[Task objective] Go through the data below and return each line where the string "Barbosa" occurs.

[Dataset entries]

#####

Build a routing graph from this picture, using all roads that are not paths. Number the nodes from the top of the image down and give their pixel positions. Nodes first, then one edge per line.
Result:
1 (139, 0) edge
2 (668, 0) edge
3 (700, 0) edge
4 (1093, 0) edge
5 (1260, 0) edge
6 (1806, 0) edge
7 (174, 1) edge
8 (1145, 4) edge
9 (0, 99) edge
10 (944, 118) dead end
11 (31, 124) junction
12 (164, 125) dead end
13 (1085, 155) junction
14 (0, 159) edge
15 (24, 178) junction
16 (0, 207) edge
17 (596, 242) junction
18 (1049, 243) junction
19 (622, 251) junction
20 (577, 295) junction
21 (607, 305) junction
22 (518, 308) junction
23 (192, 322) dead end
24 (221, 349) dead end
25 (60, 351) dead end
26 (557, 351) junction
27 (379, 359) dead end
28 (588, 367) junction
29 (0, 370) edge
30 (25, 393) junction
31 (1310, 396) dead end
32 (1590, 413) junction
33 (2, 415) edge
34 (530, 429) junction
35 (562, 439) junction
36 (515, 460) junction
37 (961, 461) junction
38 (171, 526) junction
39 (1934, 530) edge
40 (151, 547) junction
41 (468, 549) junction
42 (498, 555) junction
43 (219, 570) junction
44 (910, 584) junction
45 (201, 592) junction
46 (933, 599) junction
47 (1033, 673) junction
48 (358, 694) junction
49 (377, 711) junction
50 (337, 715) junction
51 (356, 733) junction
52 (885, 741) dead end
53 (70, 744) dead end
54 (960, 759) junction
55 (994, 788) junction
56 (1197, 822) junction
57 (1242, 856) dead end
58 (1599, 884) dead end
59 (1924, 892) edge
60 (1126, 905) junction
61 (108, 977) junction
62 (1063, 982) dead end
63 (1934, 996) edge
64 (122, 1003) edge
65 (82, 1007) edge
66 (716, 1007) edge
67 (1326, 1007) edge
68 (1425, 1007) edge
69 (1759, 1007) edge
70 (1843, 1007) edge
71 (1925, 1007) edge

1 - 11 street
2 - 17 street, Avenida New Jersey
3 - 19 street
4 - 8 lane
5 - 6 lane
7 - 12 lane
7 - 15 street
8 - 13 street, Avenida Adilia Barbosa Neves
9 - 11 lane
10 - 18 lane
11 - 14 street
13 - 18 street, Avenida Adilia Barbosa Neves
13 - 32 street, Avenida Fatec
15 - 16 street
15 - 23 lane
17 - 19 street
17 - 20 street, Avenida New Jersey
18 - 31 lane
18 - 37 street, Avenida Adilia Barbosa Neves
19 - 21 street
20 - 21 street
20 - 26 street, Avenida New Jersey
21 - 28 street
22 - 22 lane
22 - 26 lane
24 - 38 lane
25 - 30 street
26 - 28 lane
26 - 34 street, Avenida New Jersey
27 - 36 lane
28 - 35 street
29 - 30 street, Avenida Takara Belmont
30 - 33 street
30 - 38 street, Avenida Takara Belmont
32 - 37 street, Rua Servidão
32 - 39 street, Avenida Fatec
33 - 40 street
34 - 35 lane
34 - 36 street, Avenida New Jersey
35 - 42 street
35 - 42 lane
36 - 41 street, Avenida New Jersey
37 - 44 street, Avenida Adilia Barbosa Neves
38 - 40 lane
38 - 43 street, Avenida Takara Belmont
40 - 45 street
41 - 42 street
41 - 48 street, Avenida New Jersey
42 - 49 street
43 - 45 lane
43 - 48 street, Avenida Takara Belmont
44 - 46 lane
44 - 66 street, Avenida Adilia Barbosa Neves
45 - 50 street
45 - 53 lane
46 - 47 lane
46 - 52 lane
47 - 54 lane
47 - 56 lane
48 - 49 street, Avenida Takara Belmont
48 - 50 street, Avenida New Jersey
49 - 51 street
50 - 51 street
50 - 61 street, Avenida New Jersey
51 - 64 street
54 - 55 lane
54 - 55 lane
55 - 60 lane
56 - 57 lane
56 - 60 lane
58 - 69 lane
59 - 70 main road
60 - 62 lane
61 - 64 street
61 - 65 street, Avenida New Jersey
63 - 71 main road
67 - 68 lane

#####

[Exercise output]
8 - 13 street, Avenida Adilia Barbosa Neves
13 - 18 street, Avenida Adilia Barbosa Neves
18 - 37 street, Avenida Adilia Barbosa Neves
37 - 44 street, Avenida Adilia Barbosa Neves
44 - 66 street, Avenida Adilia Barbosa Neves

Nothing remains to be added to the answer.